## 1. Importing Packages

In [8]:
import pandas as pd

## 2. Feature Engineering and Selection

In [9]:
df_cleaned = pd.read_csv("../data/stroke_dataset_cleaned.csv")
df_modelling = df_cleaned.drop(["id", "Unnamed: 0", "Residence_type", "gender", "ever_married"], axis = 1)
df_modelling.head()

Unnamed: 0,age,hypertension,heart_disease,work_type,avg_glucose_level,bmi,smoking_status,stroke
0,23,0,0,Private,92.26,17.1,Unknown,0
1,82,0,0,Self-employed,82.21,26.0,Never smoked,0
2,26,0,0,Private,103.61,31.4,Never smoked,0
3,13,0,0,Children,94.12,20.1,Never smoked,0
4,7,0,0,Children,87.94,28.1,Unknown,0


The following columns were dropped for the remainder of this analysis:

`id`: An unique patient identifier that has no statistical meaning to the analysis, and only serves to weed out duplicate patient records.

`Residence_type`: Significant high p-value (1.000 vs 0.05) in the Chi-square test for target-feature analysis indicates that it is independent of stroke onset in patients.

`gender` & `ever_married`: High p-values above significance level in the Chi-square test for target-feature analysis (0.078052 in `gender` & 0.172338 in `ever_married`), indicating that they are weak predictors of stroke. Additionally, these features have high multicollinearity with other strong predictors, which would interfere with model performance.

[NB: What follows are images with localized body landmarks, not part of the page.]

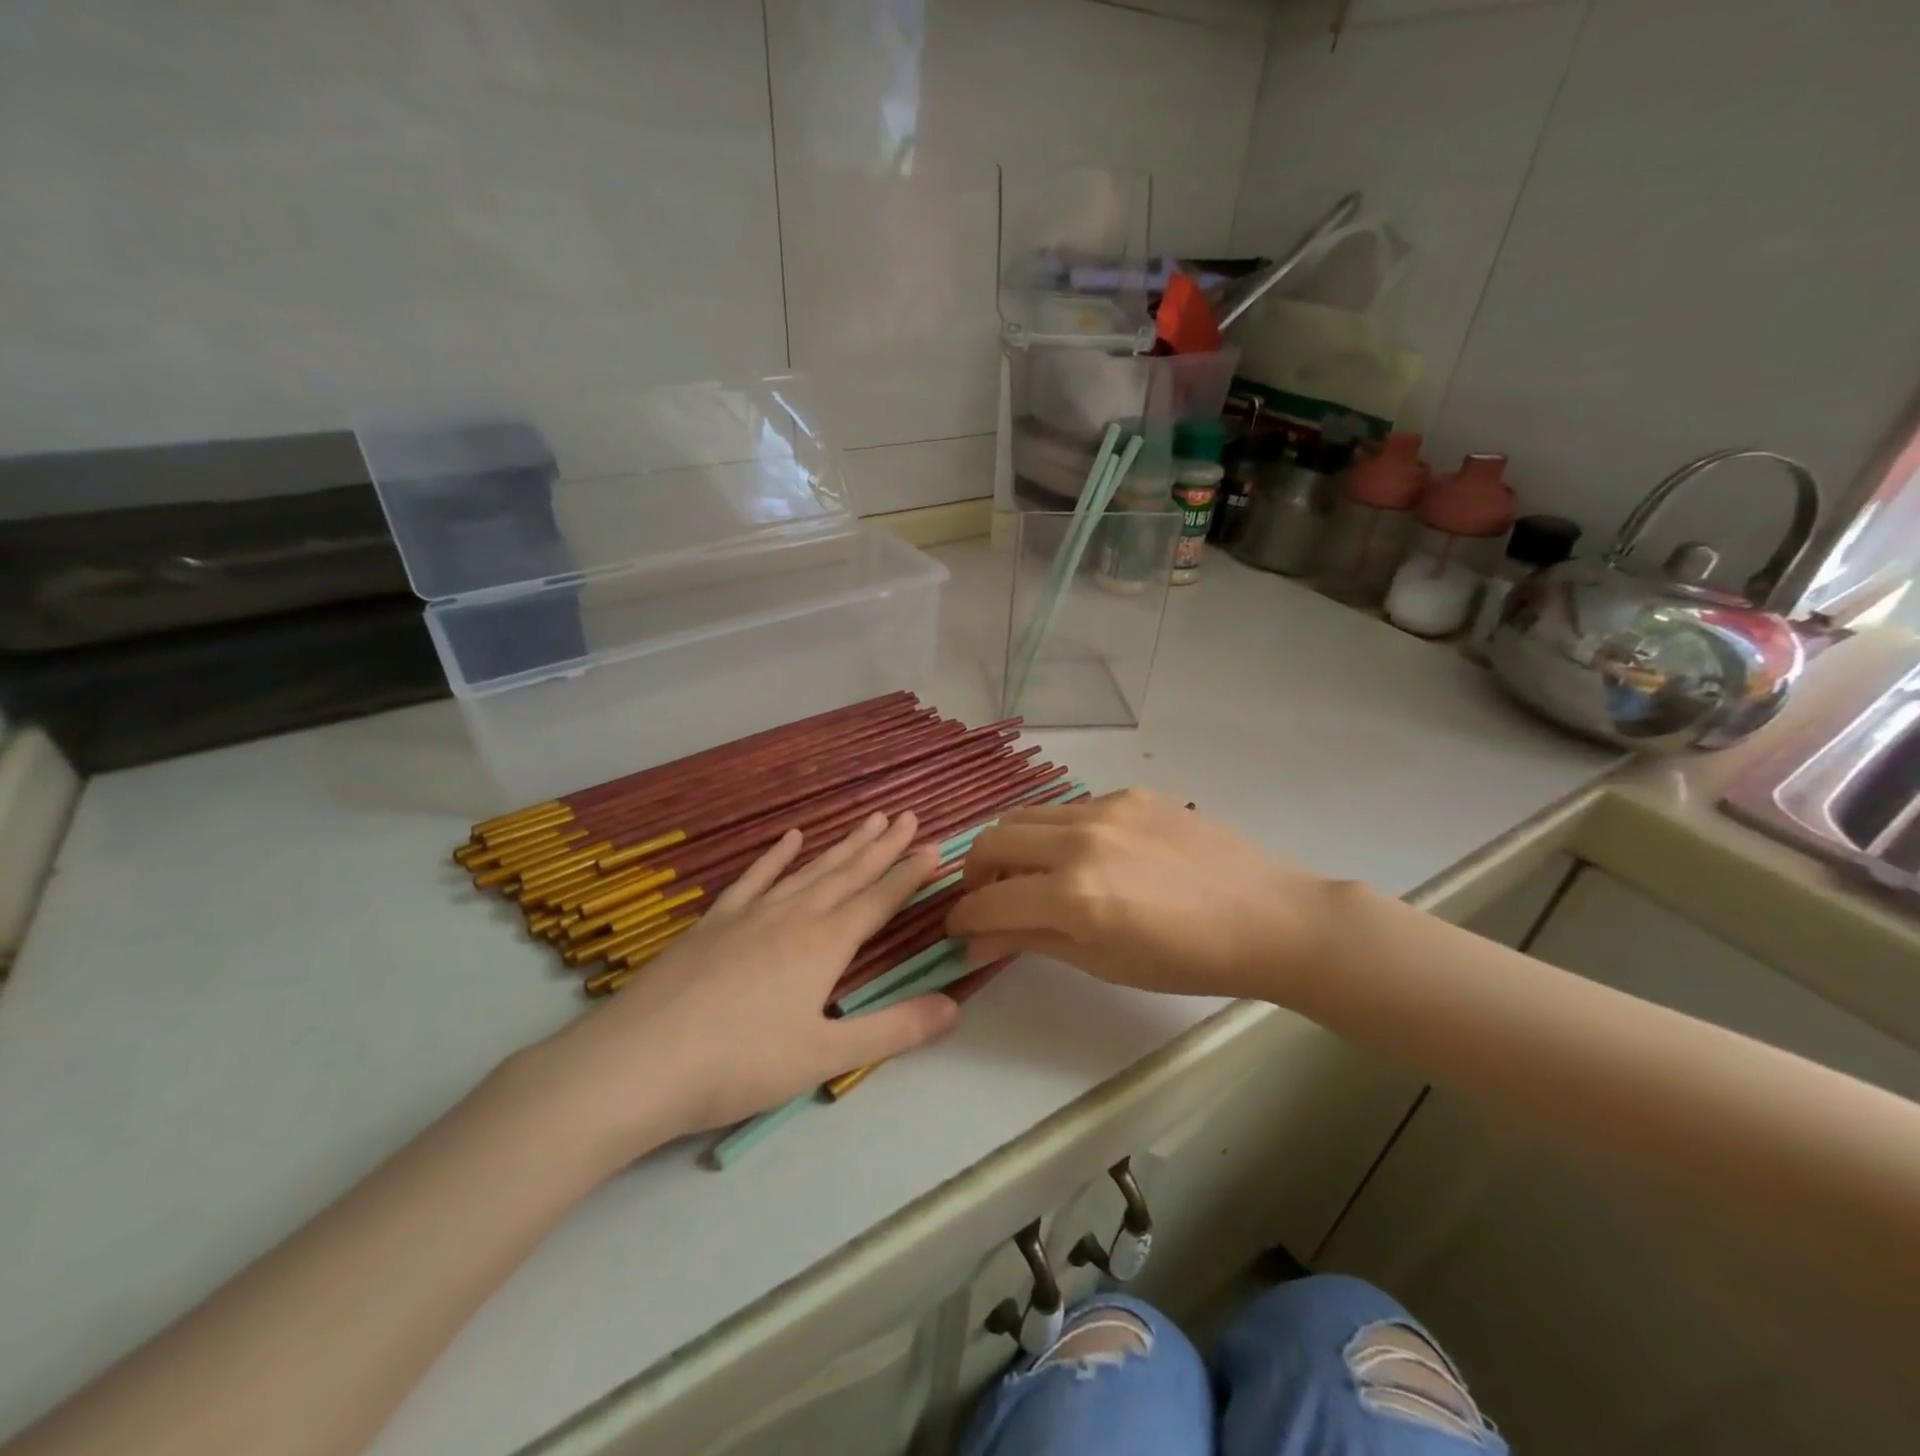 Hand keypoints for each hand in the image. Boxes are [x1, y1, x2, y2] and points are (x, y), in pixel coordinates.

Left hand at [525, 812, 958, 1168]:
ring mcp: (749, 914)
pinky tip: (789, 838)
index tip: (935, 847)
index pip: (878, 901)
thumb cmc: (739, 1065)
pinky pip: (754, 878)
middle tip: (907, 817)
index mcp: (824, 945)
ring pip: (808, 870)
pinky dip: (775, 856)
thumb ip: (893, 1030)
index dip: (909, 874)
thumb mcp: (825, 1056)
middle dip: (882, 847)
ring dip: (841, 845)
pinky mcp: (713, 922)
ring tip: (867, 820)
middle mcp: (793, 917)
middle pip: (847, 874)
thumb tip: (954, 1006)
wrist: (638, 1062)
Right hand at [946, 789, 1340, 1003]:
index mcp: (1074, 895)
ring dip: (1011, 847)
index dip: (963, 918)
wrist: (1268, 917)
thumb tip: (975, 942)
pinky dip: (1056, 833)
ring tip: (1030, 875)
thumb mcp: (1103, 962)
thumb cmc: (1187, 960)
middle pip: (992, 841)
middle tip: (990, 900)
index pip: (988, 901)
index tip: (959, 929)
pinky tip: (1085, 856)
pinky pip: (1069, 808)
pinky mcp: (1129, 793)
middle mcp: (1080, 840)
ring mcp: (1106, 808)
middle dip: (975, 874)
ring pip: (1025, 816)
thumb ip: (1031, 942) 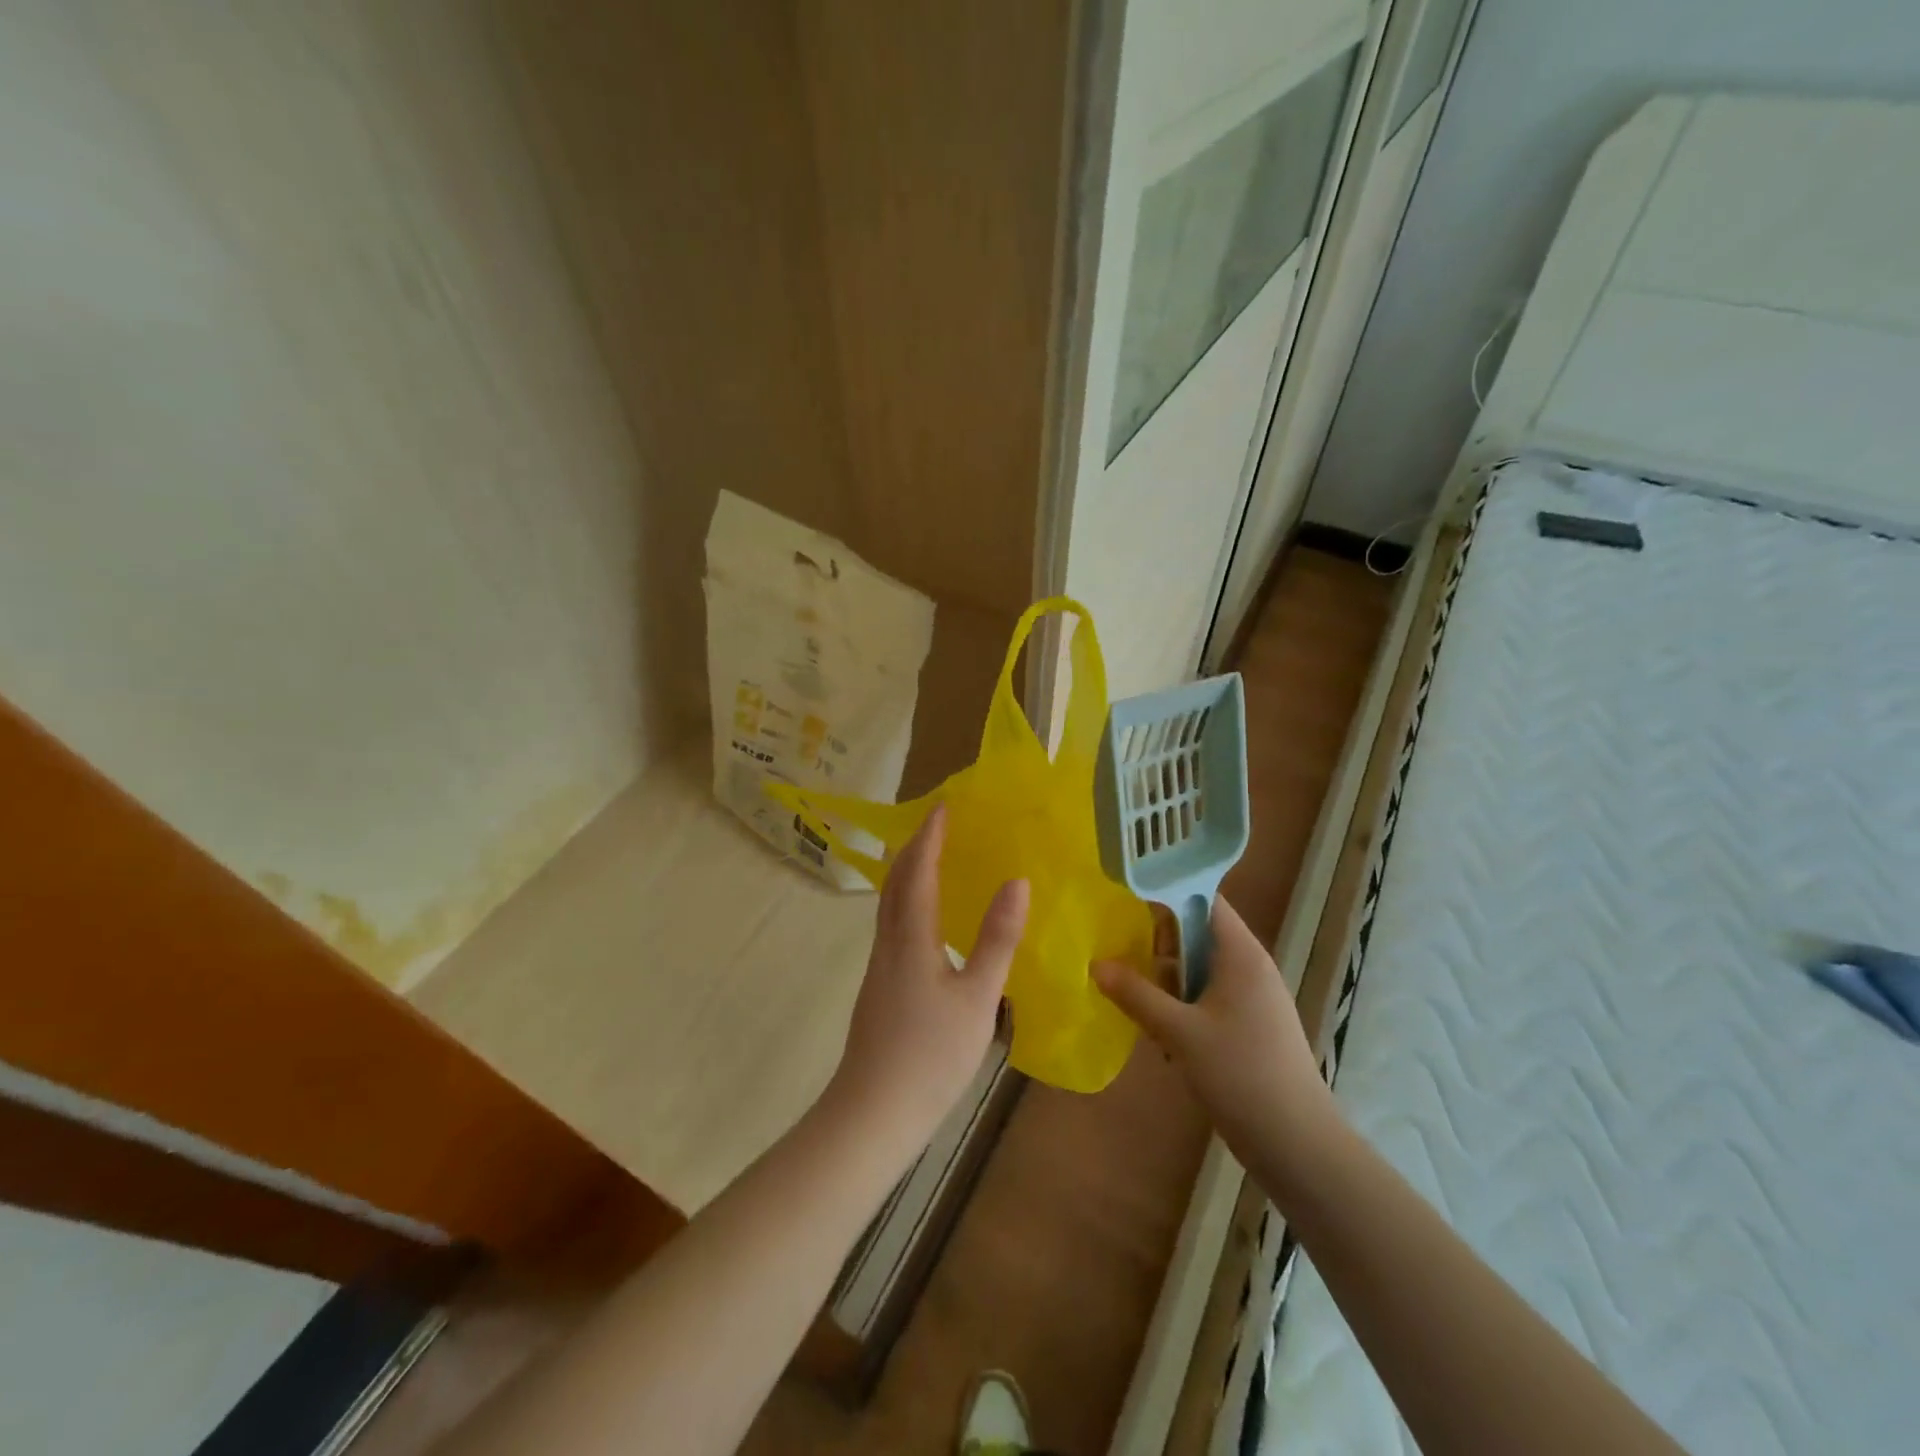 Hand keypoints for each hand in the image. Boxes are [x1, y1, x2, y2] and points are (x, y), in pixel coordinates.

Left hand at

The columns for `smoking_status` and `bmi` were kept for analysis despite the results of the target-feature relationship. Despite the high p-value in the Chi-Square analysis of `smoking_status` and `stroke` (0.511786), and the lack of difference in distribution and median values in the boxplot, literature reviews suggest otherwise that BMI and smoking history are in fact strong predictors of stroke. As such, their values are kept for the modelling process.

In [10]:
# Encoding Smoking Status Column
smoking_scoring = {

    "Unknown": 0,
    "Never smoked": 0,
    "Formerly smoked": 0.5,
    "Smokes": 1

}

df_modelling["smoking_status"] = df_modelling["smoking_status"].replace(smoking_scoring)

# Encoding Work Type Column

work_type_encoded = pd.get_dummies(df_modelling["work_type"], prefix= 'work')
df_modelling = pd.concat([df_modelling.drop(["work_type"],axis=1), work_type_encoded], axis = 1)

df_modelling.head()
df_modelling.to_csv("../data/stroke_dataset_modelling.csv")

  df_modelling["smoking_status"] = df_modelling["smoking_status"].replace(smoking_scoring)


The `smoking_status` column was ordinally encoded to reflect potential health risks: "Unknown" and "Never smoked" were encoded as 0. "Smokes" were encoded as 1 to reflect active risk, and "Formerly smoked" was encoded as 0.5 to capture any residual effects of past smoking.

For the `work_type` column, one-hot encoding was used to avoid introducing ordinality. Dummy variables were created using the "work_" prefix and the original columns were dropped.